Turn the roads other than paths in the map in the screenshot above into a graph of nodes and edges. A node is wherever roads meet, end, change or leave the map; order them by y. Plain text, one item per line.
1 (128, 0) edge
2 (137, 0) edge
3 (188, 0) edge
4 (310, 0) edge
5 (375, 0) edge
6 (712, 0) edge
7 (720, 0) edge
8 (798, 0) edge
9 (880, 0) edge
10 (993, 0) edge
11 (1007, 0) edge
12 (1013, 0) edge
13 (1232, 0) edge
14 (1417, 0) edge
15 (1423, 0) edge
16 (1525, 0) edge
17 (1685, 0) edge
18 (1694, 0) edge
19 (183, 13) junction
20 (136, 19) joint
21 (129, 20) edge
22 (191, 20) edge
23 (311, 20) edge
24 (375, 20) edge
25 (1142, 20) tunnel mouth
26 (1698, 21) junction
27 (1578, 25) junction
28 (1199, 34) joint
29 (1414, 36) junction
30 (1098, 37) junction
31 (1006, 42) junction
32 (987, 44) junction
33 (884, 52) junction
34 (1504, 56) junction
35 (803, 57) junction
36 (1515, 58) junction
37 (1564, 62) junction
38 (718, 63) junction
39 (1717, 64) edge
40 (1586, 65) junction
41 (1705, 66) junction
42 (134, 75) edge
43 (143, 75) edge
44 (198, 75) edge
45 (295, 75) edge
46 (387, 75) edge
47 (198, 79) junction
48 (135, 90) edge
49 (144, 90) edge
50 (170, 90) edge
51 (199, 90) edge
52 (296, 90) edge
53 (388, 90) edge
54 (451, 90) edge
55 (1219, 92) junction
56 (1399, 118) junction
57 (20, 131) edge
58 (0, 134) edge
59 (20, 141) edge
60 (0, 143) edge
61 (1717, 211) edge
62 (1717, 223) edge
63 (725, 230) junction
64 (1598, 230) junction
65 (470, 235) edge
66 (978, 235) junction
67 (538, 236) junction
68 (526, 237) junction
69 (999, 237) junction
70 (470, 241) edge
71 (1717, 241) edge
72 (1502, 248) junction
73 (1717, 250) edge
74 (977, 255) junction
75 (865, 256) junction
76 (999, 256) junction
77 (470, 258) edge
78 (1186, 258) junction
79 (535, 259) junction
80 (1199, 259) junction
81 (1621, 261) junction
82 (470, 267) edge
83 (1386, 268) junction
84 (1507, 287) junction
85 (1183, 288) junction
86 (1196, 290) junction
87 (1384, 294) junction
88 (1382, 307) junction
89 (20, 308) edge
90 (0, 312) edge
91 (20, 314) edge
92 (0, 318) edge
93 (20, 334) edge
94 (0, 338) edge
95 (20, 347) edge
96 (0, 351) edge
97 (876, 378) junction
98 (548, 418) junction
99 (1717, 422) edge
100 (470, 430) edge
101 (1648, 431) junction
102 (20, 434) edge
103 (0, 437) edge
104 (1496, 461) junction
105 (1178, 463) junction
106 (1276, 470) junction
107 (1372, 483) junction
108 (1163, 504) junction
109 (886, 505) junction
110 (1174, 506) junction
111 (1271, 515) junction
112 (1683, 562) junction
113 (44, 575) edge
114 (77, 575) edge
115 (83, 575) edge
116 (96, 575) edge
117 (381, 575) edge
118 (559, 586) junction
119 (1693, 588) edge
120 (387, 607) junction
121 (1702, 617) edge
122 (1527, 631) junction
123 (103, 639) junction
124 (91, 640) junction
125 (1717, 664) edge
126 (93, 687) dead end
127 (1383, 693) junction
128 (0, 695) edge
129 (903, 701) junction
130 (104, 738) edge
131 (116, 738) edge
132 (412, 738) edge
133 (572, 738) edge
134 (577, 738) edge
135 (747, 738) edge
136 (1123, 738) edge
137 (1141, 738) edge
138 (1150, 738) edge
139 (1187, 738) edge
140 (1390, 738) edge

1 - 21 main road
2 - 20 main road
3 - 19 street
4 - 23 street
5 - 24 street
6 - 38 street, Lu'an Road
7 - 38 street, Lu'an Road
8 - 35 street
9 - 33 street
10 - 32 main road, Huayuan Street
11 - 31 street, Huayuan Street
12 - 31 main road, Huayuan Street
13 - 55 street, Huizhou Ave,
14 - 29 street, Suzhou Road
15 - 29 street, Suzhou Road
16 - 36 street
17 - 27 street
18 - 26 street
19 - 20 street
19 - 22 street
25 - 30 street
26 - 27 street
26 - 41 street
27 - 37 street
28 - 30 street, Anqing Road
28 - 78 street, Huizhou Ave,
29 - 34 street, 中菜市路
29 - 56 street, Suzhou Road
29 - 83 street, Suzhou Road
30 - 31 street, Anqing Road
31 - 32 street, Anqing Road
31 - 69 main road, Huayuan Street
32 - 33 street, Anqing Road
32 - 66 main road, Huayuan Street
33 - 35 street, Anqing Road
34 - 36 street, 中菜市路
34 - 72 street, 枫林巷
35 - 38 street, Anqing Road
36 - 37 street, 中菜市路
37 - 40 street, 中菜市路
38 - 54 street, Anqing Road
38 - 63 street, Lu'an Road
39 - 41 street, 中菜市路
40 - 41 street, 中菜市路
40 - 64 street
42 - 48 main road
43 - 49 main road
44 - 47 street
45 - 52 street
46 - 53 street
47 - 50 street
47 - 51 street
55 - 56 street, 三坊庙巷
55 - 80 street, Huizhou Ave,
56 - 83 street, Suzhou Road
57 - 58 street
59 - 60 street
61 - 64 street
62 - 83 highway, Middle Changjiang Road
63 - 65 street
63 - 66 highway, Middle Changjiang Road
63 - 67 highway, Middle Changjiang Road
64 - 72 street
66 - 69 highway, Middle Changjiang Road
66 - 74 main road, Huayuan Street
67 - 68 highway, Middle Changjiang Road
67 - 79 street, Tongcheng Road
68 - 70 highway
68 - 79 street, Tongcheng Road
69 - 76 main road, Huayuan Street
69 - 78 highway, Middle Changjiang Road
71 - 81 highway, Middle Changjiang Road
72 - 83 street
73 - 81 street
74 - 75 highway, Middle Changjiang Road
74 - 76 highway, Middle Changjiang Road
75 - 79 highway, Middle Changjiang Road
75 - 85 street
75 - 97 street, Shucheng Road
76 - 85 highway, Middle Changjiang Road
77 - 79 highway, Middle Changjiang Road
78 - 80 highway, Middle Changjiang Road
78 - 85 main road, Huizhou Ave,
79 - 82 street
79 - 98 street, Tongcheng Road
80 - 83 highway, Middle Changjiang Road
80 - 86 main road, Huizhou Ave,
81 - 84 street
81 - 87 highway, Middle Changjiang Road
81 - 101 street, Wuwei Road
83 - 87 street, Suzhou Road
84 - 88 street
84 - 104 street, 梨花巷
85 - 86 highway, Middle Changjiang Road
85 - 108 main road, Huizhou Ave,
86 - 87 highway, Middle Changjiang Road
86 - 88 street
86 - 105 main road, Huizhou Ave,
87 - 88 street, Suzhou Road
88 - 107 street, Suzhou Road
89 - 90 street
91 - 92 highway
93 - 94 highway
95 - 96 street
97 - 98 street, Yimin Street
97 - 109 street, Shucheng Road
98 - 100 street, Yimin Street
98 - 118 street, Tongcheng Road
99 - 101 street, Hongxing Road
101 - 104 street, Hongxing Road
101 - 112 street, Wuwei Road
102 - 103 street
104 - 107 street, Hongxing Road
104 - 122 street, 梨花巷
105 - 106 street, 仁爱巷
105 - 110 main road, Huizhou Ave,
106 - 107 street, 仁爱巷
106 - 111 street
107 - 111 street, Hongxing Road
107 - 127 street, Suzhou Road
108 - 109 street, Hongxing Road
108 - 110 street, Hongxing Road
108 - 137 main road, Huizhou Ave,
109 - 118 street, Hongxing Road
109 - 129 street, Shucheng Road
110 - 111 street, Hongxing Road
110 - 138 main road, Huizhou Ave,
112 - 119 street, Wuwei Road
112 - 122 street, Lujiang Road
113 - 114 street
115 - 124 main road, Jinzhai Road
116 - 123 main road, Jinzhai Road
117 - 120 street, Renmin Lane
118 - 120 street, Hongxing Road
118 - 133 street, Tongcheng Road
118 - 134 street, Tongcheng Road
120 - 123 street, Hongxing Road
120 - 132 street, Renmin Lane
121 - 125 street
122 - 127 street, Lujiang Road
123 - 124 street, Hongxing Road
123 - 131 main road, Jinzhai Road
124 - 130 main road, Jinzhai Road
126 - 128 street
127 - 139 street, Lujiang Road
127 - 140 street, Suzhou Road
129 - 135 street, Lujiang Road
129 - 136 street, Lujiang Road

========================================

— What is needed —
Your answer must be one number: how many lines of the data contain "Wuwei".

— Answer box —
3